# Monday, April 16, 2012

Back in 2009 I published ReSharper Live Template For Creating Unit Test Stub.  A lot of things have changed since 2009, including my templates.  Since I am doing another series of presentations on Test Driven Development I thought I should get these out because people always ask for them.

As stated in my original post these templates are a way for you to create unit test names that help in describing the true intentions of the test and also to provide a common unit test format that will make reading and comprehending your unit tests easier on everyone.  And of course as lazy developers any redundancies should be automated!

The first template is for a unit test that does not have specific input criteria.

Test w/out Input Criteria
  1. [TestMethod]
  2. public void $MethodUnderTest$_Should_$ExpectedResult$() {
  3.     //Arrange
  4.     $END$
  5.     //Act
  6.     //Assert
  7. }

The second template is for a unit test that has specific input criteria.

Test with Input Criteria
  1. [TestMethod]
  2. public void $MethodUnderTest$_Should_$ExpectedResult$_When_$Condition$() {
  3.     //Arrange
  4.     $END$
  5.     //Act
  6.     //Assert
  7. }

You can take the two templates and create new Live Templates and map to whatever key stroke combination you wish.  I use ‘tt’ and ‘tw’.

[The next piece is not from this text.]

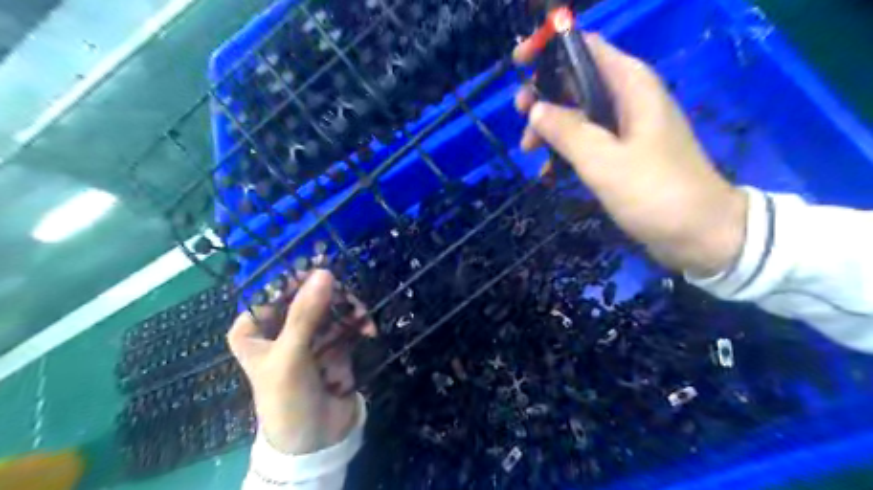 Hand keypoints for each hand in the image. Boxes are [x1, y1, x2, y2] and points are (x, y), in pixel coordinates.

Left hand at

Note:  I have been using these Live Templates since ReSharper 3 and I am currently using them in the latest build of ReSharper 6 without any issues so you should be good to go.

As always if you feel these can be improved on or have other Live Templates you want to share let me know in the comments below.

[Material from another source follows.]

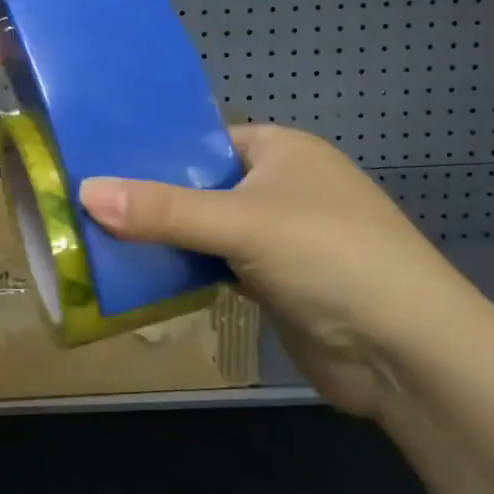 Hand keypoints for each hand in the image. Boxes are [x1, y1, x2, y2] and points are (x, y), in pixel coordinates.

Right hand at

posted on Monday, April 16, 2012 7:09:59 AM (Central Daylight Time, UTC-05:00)  #    Comments [1]
# Friday, October 22, 2010

At my current client I was tasked with implementing coding standards and styles and developing a process so the configurations can be easily maintained and shared.  ReSharper was already in place at the client and the since 99% of what they wanted to enforce, initially at least, was style related I chose to combine ReSharper with StyleCop.

After looking around the interwebs for awhile I realized this process is either impossible or undocumented…or both.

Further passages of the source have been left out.